● Problem requirements:
Nothing but the text of the records belongs in your answer: repeat all of it exactly and leave out the images.

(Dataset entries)
===

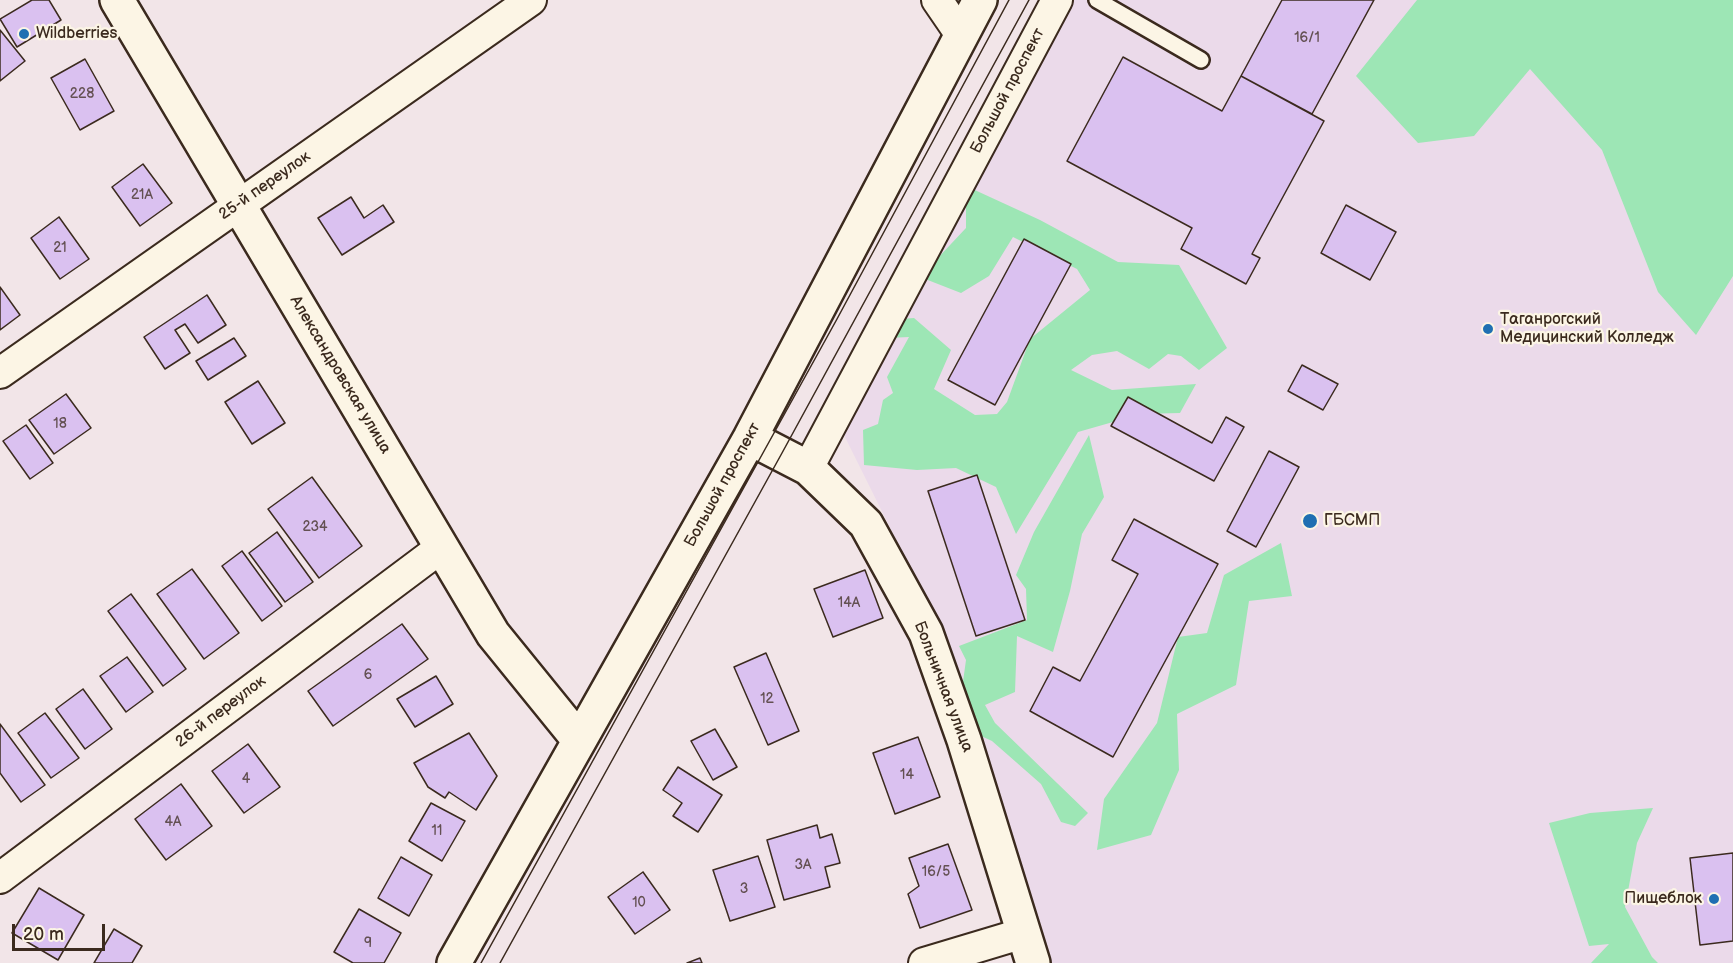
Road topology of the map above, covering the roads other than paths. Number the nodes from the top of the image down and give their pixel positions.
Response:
1 (117, 0) edge
2 (531, 0) edge
3 (937, 0) edge
4 (980, 0) edge
5 (1057, 0) edge
6 (1097, 0) edge
7 (961, 35) junction
8 (1202, 60) dead end
9 (239, 205) junction
10 (0, 372) edge
11 (750, 438) junction
12 (808, 468) junction
13 (442, 547) junction
14 (579, 740) junction
15 (0, 878) edge
16 (1028, 948) edge
17 (454, 963) edge
18 (924, 963) edge

1 - 9 main road, Александровская улица
2 - 9 street, 25-й переулок
3 - 7 street
4 - 7 main road, Большой проспект
5 - 12 street, Большой проспект
6 - 8 lane
7 - 11 main road, Большой проспект
9 - 10 street, 25-й переулок
9 - 13 main road, Александровская улица
11 - 12 main road, Больничная улица
11 - 14 main road, Большой проспект
12 - 16 main road, Больничная улица
13 - 14 main road, Александровская улица
13 - 15 street, 26-й переулок
14 - 17 main road, Большой проспект
16 - 18 street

===

● Response to the exercise:
Road topology of the map above, covering the roads other than paths. Number the nodes from the top of the image down and give their pixel positions.
Response:
1 (117, 0) edge
2 (531, 0) edge
3 (937, 0) edge
4 (980, 0) edge
5 (1057, 0) edge
6 (1097, 0) edge
7 (961, 35) junction
8 (1202, 60) dead end
9 (239, 205) junction
10 (0, 372) edge
11 (750, 438) junction
12 (808, 468) junction
13 (442, 547) junction
14 (579, 740) junction
15 (0, 878) edge
16 (1028, 948) edge
17 (454, 963) edge
18 (924, 963) edge

1 - 9 main road, Александровская улица
2 - 9 street, 25-й переулок
3 - 7 street
4 - 7 main road, Большой проспект
5 - 12 street, Большой проспект
6 - 8 lane
7 - 11 main road, Большой проспект
9 - 10 street, 25-й переулок
9 - 13 main road, Александровская улица
11 - 12 main road, Больничная улица
11 - 14 main road, Большой проспект
12 - 16 main road, Больничная улица
13 - 14 main road, Александровская улица
13 - 15 street, 26-й переулок
14 - 17 main road, Большой проспект
16 - 18 street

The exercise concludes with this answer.